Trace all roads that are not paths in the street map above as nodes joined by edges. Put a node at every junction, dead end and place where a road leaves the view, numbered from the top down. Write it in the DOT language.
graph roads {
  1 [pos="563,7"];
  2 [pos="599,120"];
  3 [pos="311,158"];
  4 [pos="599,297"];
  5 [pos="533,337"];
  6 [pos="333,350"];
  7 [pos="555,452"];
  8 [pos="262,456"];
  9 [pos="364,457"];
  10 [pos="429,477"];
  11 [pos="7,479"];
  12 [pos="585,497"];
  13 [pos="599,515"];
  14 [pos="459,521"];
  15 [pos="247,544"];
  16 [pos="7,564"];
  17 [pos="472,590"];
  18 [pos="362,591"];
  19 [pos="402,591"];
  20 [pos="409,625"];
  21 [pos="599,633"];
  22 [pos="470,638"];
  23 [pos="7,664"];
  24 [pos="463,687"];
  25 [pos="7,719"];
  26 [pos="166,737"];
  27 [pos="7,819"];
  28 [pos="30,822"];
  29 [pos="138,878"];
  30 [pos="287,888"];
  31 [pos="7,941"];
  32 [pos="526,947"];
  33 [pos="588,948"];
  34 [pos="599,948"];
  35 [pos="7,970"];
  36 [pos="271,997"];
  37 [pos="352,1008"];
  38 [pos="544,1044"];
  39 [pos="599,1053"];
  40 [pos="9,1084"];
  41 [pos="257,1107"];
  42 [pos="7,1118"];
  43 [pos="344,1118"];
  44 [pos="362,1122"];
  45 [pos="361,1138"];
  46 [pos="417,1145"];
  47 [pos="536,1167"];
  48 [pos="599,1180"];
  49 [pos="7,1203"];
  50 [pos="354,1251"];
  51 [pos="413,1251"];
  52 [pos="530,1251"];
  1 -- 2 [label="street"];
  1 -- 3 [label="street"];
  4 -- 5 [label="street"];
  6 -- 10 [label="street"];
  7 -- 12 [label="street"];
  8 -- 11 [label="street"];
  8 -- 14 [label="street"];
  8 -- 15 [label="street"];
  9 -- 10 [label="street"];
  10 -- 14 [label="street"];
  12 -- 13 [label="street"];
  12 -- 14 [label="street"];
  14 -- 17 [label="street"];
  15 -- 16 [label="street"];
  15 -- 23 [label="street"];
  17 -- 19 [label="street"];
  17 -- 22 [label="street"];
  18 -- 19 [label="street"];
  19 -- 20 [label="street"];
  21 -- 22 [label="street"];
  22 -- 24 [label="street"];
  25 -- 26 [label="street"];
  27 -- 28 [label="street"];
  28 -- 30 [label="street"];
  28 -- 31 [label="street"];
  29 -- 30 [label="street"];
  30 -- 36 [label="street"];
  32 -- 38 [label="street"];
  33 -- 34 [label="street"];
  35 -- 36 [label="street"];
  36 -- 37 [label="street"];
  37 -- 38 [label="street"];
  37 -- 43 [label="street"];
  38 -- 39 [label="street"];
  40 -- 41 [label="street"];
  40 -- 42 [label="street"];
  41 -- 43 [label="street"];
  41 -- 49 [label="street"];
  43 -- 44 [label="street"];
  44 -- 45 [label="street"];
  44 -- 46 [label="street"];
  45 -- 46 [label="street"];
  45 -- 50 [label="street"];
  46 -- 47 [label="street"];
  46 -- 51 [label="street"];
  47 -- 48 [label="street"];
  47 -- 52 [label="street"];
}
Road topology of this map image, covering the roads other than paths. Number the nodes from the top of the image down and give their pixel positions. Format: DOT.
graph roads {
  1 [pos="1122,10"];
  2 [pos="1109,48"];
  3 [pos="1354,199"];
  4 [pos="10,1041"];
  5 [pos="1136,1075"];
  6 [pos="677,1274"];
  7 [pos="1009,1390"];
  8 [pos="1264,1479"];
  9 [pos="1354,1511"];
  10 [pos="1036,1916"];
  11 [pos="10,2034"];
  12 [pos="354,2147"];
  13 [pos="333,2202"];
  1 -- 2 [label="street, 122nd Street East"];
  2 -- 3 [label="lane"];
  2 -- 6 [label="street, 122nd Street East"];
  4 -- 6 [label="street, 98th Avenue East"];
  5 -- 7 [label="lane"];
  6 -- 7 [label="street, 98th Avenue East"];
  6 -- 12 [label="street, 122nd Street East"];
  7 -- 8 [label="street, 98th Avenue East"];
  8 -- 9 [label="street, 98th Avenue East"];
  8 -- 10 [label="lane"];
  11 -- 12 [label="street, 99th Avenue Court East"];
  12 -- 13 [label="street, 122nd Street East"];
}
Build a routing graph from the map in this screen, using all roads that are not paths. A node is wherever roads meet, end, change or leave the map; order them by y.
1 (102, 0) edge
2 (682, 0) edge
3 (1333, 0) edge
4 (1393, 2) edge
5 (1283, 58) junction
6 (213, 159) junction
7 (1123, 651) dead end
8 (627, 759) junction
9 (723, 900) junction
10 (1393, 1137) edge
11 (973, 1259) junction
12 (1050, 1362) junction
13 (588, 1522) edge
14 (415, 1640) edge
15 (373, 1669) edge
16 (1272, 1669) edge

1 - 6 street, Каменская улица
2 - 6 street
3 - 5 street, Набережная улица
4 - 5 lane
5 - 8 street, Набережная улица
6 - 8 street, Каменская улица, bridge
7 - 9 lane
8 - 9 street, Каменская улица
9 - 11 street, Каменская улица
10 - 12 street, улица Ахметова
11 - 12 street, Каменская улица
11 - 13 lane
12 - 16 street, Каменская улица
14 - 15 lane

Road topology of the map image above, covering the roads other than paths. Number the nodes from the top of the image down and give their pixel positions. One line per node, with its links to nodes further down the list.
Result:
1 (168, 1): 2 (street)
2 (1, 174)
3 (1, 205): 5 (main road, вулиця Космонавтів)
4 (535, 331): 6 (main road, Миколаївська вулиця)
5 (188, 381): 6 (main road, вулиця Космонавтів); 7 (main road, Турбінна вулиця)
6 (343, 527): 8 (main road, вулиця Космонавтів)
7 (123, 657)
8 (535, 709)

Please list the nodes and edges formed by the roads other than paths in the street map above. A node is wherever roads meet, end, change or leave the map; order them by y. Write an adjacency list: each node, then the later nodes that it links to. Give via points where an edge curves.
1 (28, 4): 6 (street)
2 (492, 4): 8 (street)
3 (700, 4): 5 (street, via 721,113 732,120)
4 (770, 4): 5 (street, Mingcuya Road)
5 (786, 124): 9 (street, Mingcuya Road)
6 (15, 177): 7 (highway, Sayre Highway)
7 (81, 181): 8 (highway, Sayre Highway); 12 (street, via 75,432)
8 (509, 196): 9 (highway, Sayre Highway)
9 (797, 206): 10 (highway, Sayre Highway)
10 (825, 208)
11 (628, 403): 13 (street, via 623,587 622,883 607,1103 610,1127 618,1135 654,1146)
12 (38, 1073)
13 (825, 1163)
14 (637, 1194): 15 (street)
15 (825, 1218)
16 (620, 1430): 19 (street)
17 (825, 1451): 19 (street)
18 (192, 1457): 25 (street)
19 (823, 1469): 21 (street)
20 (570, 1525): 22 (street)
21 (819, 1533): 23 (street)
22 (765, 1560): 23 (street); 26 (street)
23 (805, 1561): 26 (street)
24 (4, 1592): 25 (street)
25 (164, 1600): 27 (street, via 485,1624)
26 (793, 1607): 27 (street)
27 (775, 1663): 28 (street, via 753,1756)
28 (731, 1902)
——————————
> _Your goal_
Show each line of the records above containing "list".

> _Exercise output_
Road topology of the map image above, covering the roads other than paths. Number the nodes from the top of the image down and give their pixel positions. One line per node, with its links to nodes further down the list.
Please list the nodes and edges formed by the roads other than paths in the street map above. A node is wherever roads meet, end, change or leave the map; order them by y. Write an adjacency list: each node, then the later nodes that it links to. Give via points where an edge curves.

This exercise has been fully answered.